What the exercise asks
State the count of lines below featuring the word "Перамогі", and write nothing further.

(Saved entries)
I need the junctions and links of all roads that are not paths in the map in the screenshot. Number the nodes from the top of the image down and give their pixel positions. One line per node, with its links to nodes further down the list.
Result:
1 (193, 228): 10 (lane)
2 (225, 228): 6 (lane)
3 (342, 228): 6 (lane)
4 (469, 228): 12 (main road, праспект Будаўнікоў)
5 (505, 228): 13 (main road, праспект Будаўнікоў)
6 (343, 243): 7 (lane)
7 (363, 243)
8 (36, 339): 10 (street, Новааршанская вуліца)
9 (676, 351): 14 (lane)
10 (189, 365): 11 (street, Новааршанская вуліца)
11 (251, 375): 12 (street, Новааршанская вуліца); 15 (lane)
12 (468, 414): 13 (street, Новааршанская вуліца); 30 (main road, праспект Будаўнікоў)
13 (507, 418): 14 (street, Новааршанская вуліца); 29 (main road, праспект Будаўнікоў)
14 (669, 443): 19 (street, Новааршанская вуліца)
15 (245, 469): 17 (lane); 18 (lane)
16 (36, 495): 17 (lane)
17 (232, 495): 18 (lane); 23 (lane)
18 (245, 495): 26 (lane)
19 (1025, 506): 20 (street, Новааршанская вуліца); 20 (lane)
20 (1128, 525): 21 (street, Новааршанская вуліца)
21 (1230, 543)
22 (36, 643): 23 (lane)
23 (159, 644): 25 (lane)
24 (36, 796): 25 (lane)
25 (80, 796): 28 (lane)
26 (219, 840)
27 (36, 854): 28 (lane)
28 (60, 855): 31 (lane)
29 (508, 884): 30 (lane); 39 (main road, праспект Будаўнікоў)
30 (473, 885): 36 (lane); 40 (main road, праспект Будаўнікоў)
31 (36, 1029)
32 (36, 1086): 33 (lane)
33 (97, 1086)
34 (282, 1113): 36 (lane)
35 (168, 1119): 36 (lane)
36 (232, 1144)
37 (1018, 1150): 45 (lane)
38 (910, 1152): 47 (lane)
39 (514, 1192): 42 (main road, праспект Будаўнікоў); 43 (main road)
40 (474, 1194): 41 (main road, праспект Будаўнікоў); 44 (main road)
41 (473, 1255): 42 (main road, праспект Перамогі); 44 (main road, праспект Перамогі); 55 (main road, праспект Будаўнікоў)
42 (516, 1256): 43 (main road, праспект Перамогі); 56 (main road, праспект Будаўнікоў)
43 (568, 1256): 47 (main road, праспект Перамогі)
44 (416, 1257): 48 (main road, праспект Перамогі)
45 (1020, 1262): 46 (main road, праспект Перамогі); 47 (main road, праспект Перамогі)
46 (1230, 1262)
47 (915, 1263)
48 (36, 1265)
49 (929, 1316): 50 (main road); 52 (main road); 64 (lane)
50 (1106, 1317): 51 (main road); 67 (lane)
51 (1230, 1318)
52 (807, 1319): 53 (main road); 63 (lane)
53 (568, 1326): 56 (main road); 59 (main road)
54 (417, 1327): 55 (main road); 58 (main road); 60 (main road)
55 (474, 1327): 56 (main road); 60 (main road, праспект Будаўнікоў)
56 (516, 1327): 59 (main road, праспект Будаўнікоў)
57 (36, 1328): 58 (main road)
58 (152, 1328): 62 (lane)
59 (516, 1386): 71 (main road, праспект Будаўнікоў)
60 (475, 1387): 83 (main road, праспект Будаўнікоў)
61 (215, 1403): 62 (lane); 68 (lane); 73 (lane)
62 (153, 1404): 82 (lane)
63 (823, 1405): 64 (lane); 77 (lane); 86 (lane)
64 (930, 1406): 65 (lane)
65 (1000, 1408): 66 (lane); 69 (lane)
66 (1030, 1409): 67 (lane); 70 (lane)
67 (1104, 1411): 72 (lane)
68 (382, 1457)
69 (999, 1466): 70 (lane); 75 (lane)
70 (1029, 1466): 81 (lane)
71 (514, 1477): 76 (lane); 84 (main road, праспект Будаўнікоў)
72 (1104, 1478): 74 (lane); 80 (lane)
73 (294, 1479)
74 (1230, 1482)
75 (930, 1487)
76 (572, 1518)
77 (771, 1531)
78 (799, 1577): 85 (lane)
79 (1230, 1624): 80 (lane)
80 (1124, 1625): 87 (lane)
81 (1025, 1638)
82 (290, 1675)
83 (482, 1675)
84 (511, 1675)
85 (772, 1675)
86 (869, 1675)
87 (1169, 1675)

Exercise solution
5